Each step in this process includes statistical uncertainty, which we incorporate into our estimates. In a final step, we simulate the vote in each district 1,000 times. "Simulate" is a statistical term (as in Markov chain Monte Carlo simulation). The idea is to let the variation in the data we collected tell us about the precision of our estimates. The simulation is a process of accounting for all reasonable possibilities that could result from the data we collected.
In other words, if the data consistently points to the same thing time after time, there is less uncertainty around our estimates. But if the data shows a wide range of possibilities, that results in a wider range of results in the simulation and greater uncertainty.

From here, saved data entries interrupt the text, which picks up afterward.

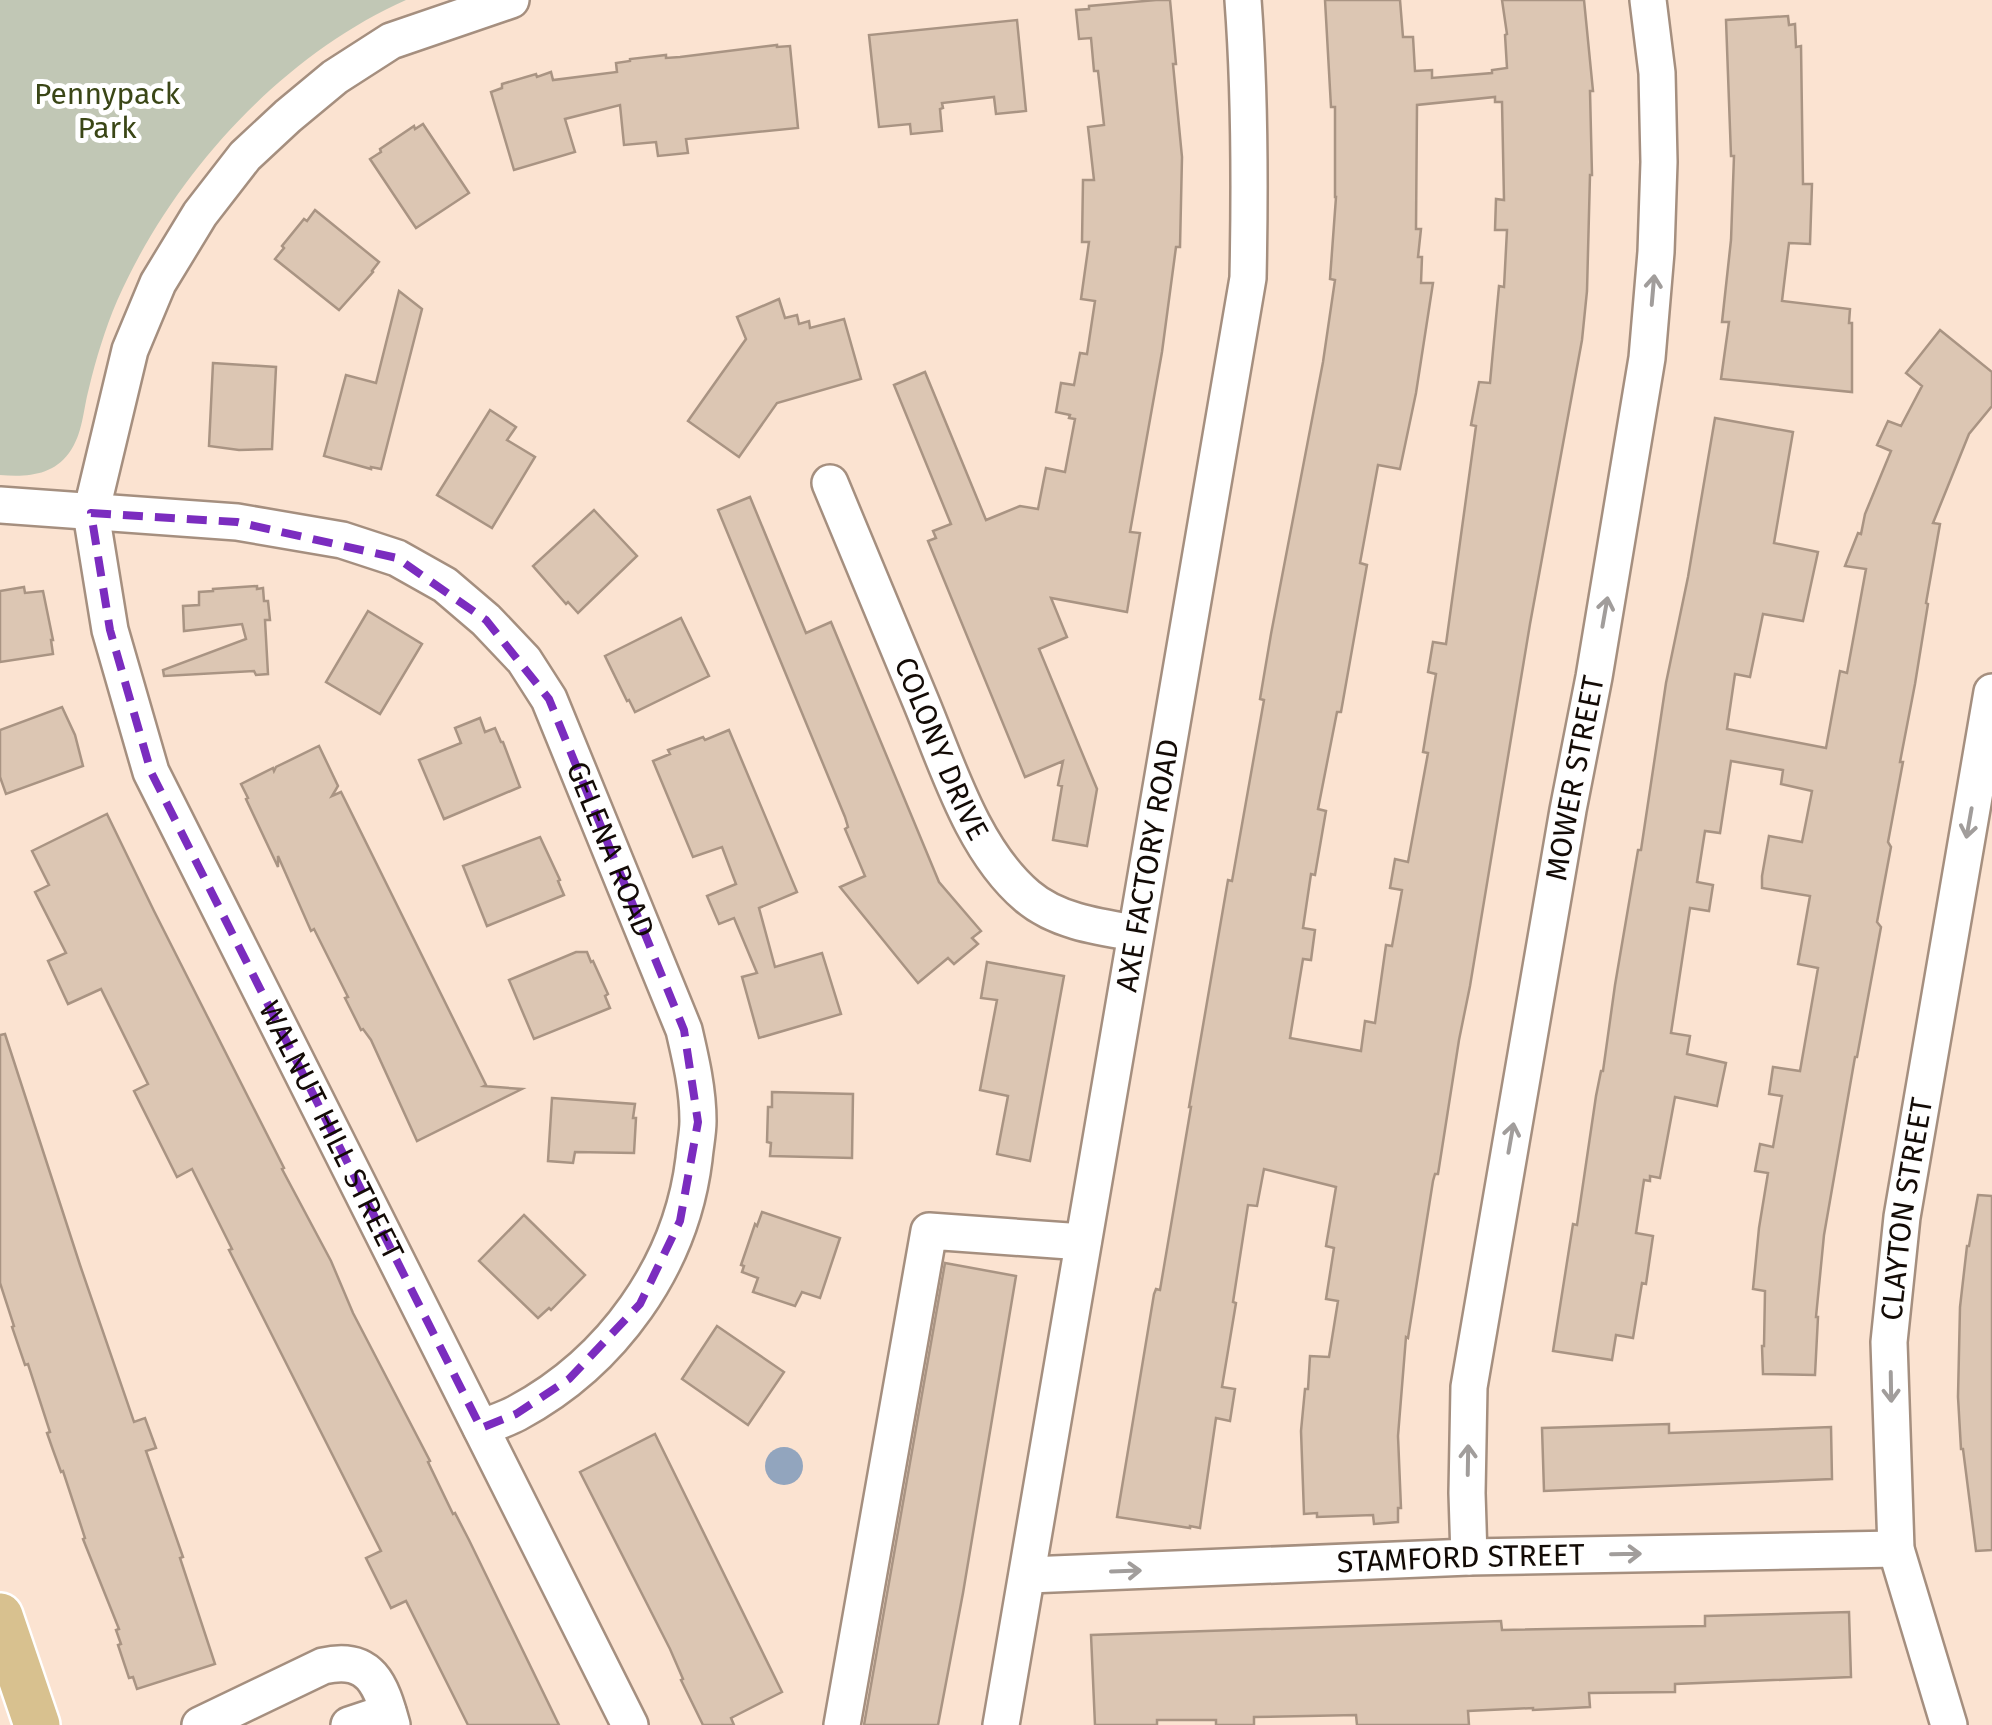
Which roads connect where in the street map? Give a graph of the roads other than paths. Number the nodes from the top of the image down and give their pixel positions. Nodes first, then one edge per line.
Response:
1 (512, 0) edge
2 (1243, 0) edge
3 (1648, 0) edge
4 (830, 482) dead end
5 (0, 505) edge
6 (91, 514) junction
7 (1992, 692) edge
8 (1135, 933) junction
9 (1084, 1242) junction
10 (482, 1428) junction
11 (1896, 1549) junction
12 (1469, 1557) junction
13 (1028, 1575) junction
14 (0, 1616) edge
15 (390, 1719) edge
16 (37, 1725) edge
17 (200, 1725) edge
18 (349, 1725) edge
19 (630, 1725) edge
20 (842, 1725) edge
21 (1001, 1725) edge
22 (1949, 1725) edge

1 - 6 street
2 - 8 street, AXE FACTORY ROAD
12 -> 3 street, MOWER STREET
4 - 8 street, COLONY DRIVE
5 - 6 street, GELENA ROAD
6 - 10 street, WALNUT HILL STREET
6 - 10 street, GELENA ROAD
7 -> 11 street, CLAYTON STREET
8 - 9 street, AXE FACTORY ROAD
9 - 13 street, AXE FACTORY ROAD
9 - 20 street
10 - 19 street, WALNUT HILL STREET
12 -> 11 street, STAMFORD STREET
11 - 22 street, CLAYTON STREET
13 -> 12 street, STAMFORD STREET
13 - 21 street, AXE FACTORY ROAD
14 - 16 main road
15 - 17 street
15 - 18 street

Here's an example of what the simulations look like. We report delegate estimates using the average simulation, and the range of results gives us a sense of what's possible. We report a 95% confidence interval, by using the range between the 2.5th percentile and 97.5th percentile of simulations. This is similar to the margin of error you may be used to seeing in conventional poll results.
If a candidate's estimate is right around the 15% threshold, they may cross it in some simulations and fall short in others. Our simulation provides a ceiling and a floor for each candidate's possible delegate count.
There are a couple of important caveats about this method. First, we are estimating how the race stands now, with the expectation that things will change. Over the course of the campaign, voters will become more familiar with candidates and perhaps change their minds.
Importantly, this is a snapshot based on the data. It is not a simulation of the future. There's nothing here accounting for forward-looking uncertainty — nothing about the chances that a candidate makes a gaffe or has a great debate next week or what have you, or just that the voters change their mind.
Second, we are estimating which voters are likely to vote in their state's primary or caucus based on what they tell us they'll do, as well as recent historical patterns (this is known as a likely voter model). We estimate the proportion of voters of each profile who will turn out using a similar model based on individual-, district-, and state-level variables.